Rigless Intervention Case Studies in the North Sea and Equatorial Guinea
There are considerable benefits to conducting rigless subsea well intervention from specialized monohull vessels.
There are considerable benefits to conducting rigless subsea well intervention from specialized monohull vessels. Two case studies provide an overview of operations on subsea wells, from intervening through the production tree (XT) to XT change-out and well-plug-and-abandonment (P&A)/wellhead-removal operations.
Overview of Rigless and Riserless Light Well-Intervention (RLWI) Techniques
Rigless and RLWI activities have been carried out for more than 25 years across the North Sea. The purpose of the following case studies is to demonstrate that with effective project management (planning, developing, execution, and close-out), the use of RLWI is a flexible and extremely cost-effective method that operators can use for a single well or across a number (a campaign) of subsea wells, irrespective of subsea-tree type or close proximity.
In order to conduct in-hole subsea-well operations without the use of a traditional mobile offshore drilling unit, three pieces of critical equipment (along with a trained and competent crew) are required:
- A dynamically positioned vessel of sufficient size and capability to accommodate the equipment and personnel required
- A derrick or tower with heave compensation to deploy and recover equipment
- A subsea-intervention lubricator (SIL) to facilitate well control and well access
The SIL provides access to the wellbore.
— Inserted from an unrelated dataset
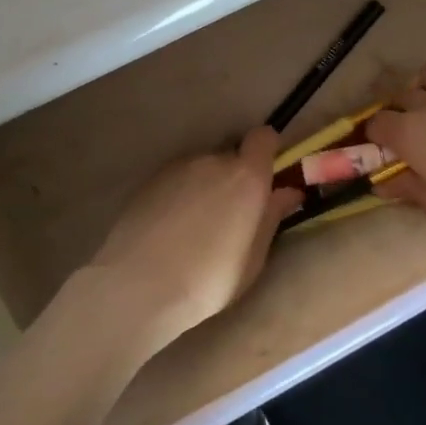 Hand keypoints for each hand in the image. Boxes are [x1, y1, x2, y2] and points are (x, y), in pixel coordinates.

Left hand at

It is interfaced with the well-specific re-entry interface (usually a tree-running tool) and is run from the vessel as a standalone unit on wire, latched onto the tree, tested, and then left free-standing on the well without riser back to surface. It is controlled by a single umbilical with full emergency-shutdown and emergency-quick-disconnect functionality and redundancy.
Wireline tools are run into the SIL through the water column, followed by the open-water latch system (OWLS) that then effects a seal around the wire upon latching into the top of the SIL. Once latched, the riser is flushed to the glycol mix being used, whereupon the well is opened, the toolcatcher is released, and the tools are run in hole in the normal manner with full compensation.
The SIL subsea system consists of a lower riser assembly housing the well-control blowout preventers (BOPs) and electrohydraulic control modules. This is connected by an emergency-disconnect package to the upper riser assembly (URA), which comprises the main umbilical interface, further control manifolds, the electric-line subsea grease-injection system, and contingency wireline BOPs. Integral to the URA is the lubricator (riser) section, which houses the downhole tooling before deployment, and the upper-upper riser assembly, which contains a wireline-cutting ball valve and the hydraulic latch for the OWLS.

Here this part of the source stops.